Data items
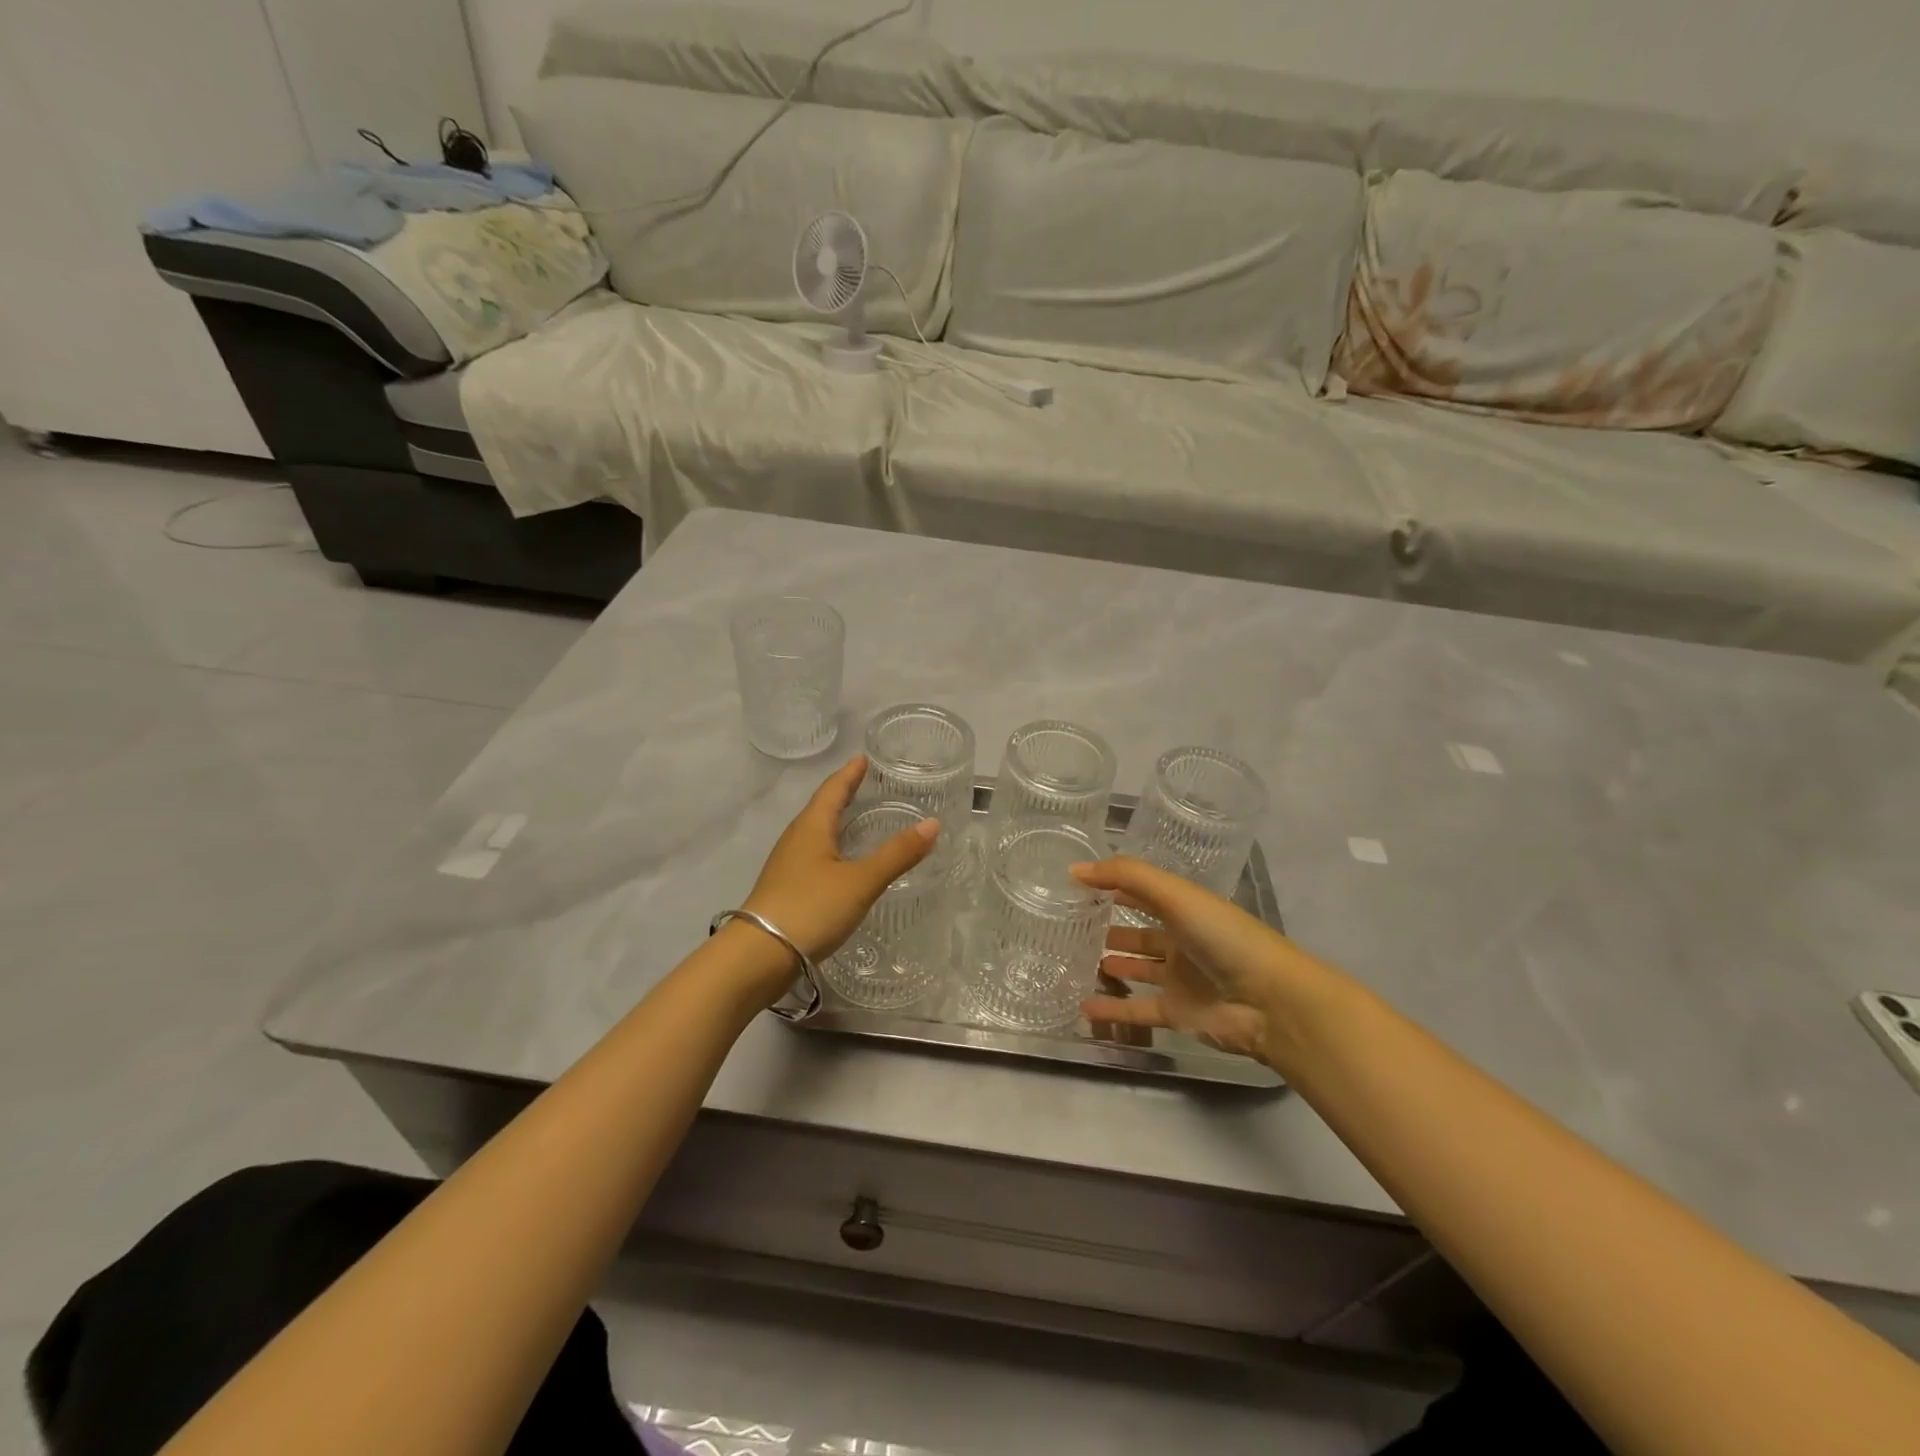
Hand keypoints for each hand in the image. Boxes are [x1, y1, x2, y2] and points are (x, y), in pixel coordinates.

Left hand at [742, 755, 940, 967]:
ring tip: (857, 820)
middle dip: (843, 795)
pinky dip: (832, 849)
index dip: (849, 774)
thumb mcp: (861, 881)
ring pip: (815, 833)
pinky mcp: (786, 889)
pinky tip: (842, 864)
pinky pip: (813, 856)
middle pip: (821, 808)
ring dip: (835, 822)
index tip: (862, 758)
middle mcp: (796, 839)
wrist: (759, 956)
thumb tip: (933, 823)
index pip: (833, 790)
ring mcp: (787, 865)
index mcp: (811, 827)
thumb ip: (897, 854)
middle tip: (865, 785)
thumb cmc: (811, 908)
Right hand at [1073, 857, 1318, 1065]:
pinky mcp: (1178, 1013)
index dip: (1115, 885)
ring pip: (1138, 970)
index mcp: (1186, 909)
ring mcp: (1180, 980)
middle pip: (1141, 932)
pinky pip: (1137, 1009)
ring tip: (1076, 962)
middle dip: (1112, 928)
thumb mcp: (1176, 895)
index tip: (1078, 884)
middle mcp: (1182, 941)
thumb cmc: (1224, 938)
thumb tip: (1075, 869)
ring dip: (1112, 966)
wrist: (1270, 1002)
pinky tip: (1083, 1006)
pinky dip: (1112, 1009)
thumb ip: (1126, 876)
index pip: (1144, 892)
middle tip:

## AIM OF THE TASK
Return, word for word, the lines of the data above from the line with "index dip: (849, 774)" through the line with "index pip: (833, 790)", inclusive.

## ANSWER SECTION
index dip: (849, 774)
thumb mcp: (861, 881)
ring pip: (815, 833)
pinky mcp: (786, 889)
pinky tip: (842, 864)
pinky pip: (813, 856)
middle pip: (821, 808)
ring dip: (835, 822)
index tip: (862, 758)
middle mcp: (796, 839)
wrist: (759, 956)
thumb tip: (933, 823)
index pip: (833, 790)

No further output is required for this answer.